= ASSIGNMENT =
Give the records again exactly. Pictures do not belong in the copy.

= ENTRIES SHOWN =
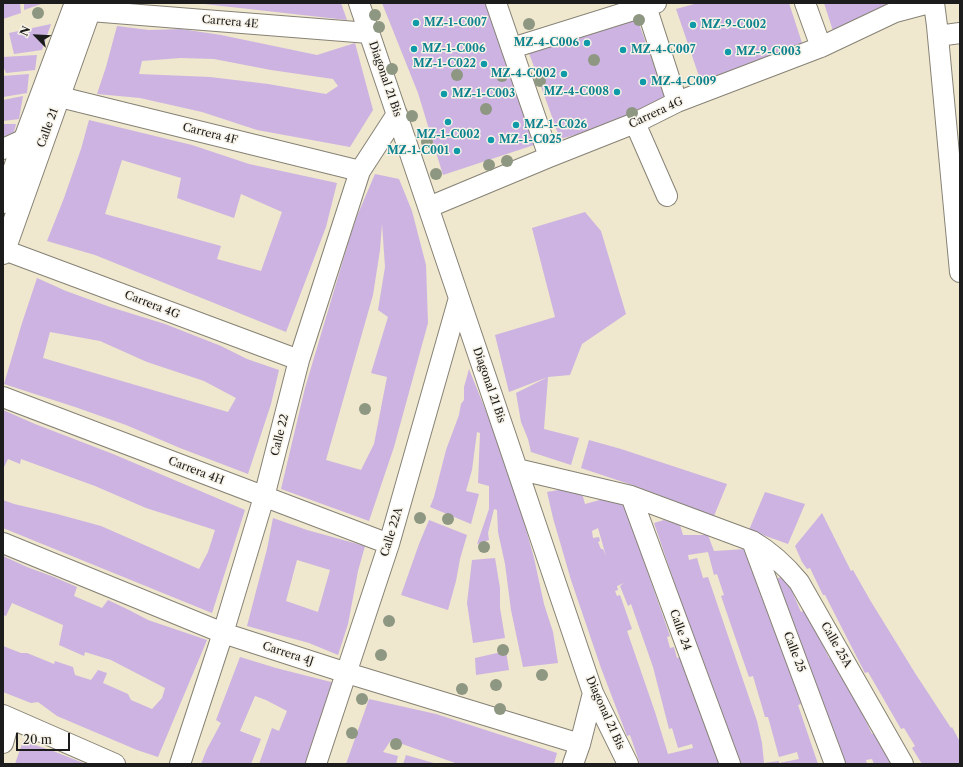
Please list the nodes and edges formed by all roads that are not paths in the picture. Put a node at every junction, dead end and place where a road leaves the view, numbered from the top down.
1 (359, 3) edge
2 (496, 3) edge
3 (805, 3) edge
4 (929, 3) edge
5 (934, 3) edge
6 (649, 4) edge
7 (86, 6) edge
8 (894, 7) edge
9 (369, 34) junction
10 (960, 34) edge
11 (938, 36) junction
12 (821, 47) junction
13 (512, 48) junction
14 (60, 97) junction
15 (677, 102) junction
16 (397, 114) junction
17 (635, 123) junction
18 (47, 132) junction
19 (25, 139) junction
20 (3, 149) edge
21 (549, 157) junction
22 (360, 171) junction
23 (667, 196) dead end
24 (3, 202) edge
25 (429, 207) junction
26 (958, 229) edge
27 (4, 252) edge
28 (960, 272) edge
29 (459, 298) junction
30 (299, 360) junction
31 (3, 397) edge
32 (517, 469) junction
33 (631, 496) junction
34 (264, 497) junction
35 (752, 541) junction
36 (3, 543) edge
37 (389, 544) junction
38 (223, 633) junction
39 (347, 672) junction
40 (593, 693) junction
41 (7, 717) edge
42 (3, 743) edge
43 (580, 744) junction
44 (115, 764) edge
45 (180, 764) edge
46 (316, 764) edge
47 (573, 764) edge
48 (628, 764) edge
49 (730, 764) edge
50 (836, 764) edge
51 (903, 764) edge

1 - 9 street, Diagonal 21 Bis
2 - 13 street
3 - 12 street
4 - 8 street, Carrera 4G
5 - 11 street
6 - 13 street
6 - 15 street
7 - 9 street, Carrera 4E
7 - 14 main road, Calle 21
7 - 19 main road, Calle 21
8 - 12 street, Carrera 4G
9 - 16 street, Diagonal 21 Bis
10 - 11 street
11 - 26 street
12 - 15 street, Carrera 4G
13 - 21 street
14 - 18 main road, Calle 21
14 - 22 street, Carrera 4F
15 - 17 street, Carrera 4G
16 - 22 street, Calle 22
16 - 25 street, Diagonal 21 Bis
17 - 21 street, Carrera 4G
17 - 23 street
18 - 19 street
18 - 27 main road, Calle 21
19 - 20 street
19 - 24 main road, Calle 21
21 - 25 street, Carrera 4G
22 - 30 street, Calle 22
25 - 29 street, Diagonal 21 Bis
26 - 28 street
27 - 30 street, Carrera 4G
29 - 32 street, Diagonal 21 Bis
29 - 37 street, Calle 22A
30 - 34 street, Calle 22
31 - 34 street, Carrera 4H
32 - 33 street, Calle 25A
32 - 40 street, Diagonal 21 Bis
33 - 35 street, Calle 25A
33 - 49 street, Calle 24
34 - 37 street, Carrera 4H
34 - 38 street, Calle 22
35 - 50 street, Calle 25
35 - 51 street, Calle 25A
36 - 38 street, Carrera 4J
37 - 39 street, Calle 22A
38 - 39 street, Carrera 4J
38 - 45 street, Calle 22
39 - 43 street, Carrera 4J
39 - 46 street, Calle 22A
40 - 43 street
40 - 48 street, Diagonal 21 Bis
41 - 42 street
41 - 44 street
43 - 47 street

= THE ANSWER =
Please list the nodes and edges formed by all roads that are not paths in the picture. Put a node at every junction, dead end and place where a road leaves the view, numbered from the top down.
1 (359, 3) edge
2 (496, 3) edge
3 (805, 3) edge
4 (929, 3) edge
5 (934, 3) edge
6 (649, 4) edge
7 (86, 6) edge
8 (894, 7) edge
9 (369, 34) junction
10 (960, 34) edge
11 (938, 36) junction
12 (821, 47) junction
13 (512, 48) junction
14 (60, 97) junction
15 (677, 102) junction
16 (397, 114) junction
17 (635, 123) junction
18 (47, 132) junction
19 (25, 139) junction
20 (3, 149) edge
21 (549, 157) junction
22 (360, 171) junction
23 (667, 196) dead end
24 (3, 202) edge
25 (429, 207) junction
26 (958, 229) edge
27 (4, 252) edge
28 (960, 272) edge
29 (459, 298) junction
30 (299, 360) junction
31 (3, 397) edge
32 (517, 469) junction
33 (631, 496) junction
34 (264, 497) junction
35 (752, 541) junction
36 (3, 543) edge
37 (389, 544) junction
38 (223, 633) junction
39 (347, 672) junction
40 (593, 693) junction
41 (7, 717) edge
42 (3, 743) edge
43 (580, 744) junction
44 (115, 764) edge
45 (180, 764) edge
46 (316, 764) edge
47 (573, 764) edge
48 (628, 764) edge
49 (730, 764) edge
50 (836, 764) edge
51 (903, 764) edge

1 - 9 street, Diagonal 21 Bis
2 - 13 street
3 - 12 street
4 - 8 street, Carrera 4G
5 - 11 street
6 - 13 street
6 - 15 street
7 - 9 street, Carrera 4E
7 - 14 main road, Calle 21
7 - 19 main road, Calle 21
8 - 12 street, Carrera 4G
9 - 16 street, Diagonal 21 Bis
10 - 11 street
11 - 26 street
12 - 15 street, Carrera 4G
13 - 21 street
14 - 18 main road, Calle 21
14 - 22 street, Carrera 4F
15 - 17 street, Carrera 4G
16 - 22 street, Calle 22
16 - 25 street, Diagonal 21 Bis
17 - 21 street, Carrera 4G
17 - 23 street
18 - 19 street
18 - 27 main road, Calle 21
19 - 20 street
19 - 24 main road, Calle 21
21 - 25 street, Carrera 4G
22 - 30 street, Calle 22
25 - 29 street, Diagonal 21 Bis
26 - 28 street
27 - 30 street, Carrera 4G
29 - 32 street, Diagonal 21 Bis
29 - 37 street, Calle 22A
30 - 34 street, Calle 22
31 - 34 street, Carrera 4H
32 - 33 street, Calle 25A
32 - 40 street, Diagonal 21 Bis
33 - 35 street, Calle 25A
33 - 49 street, Calle 24
34 - 37 street, Carrera 4H
34 - 38 street, Calle 22
35 - 50 street, Calle 25
35 - 51 street, Calle 25A
36 - 38 street, Carrera 4J
37 - 39 street, Calle 22A
38 - 39 street, Carrera 4J
38 - 45 street, Calle 22
39 - 43 street, Carrera 4J
39 - 46 street, Calle 22A
40 - 43 street
40 - 48 street, Diagonal 21 Bis
41 - 42 street
41 - 44 street
43 - 47 street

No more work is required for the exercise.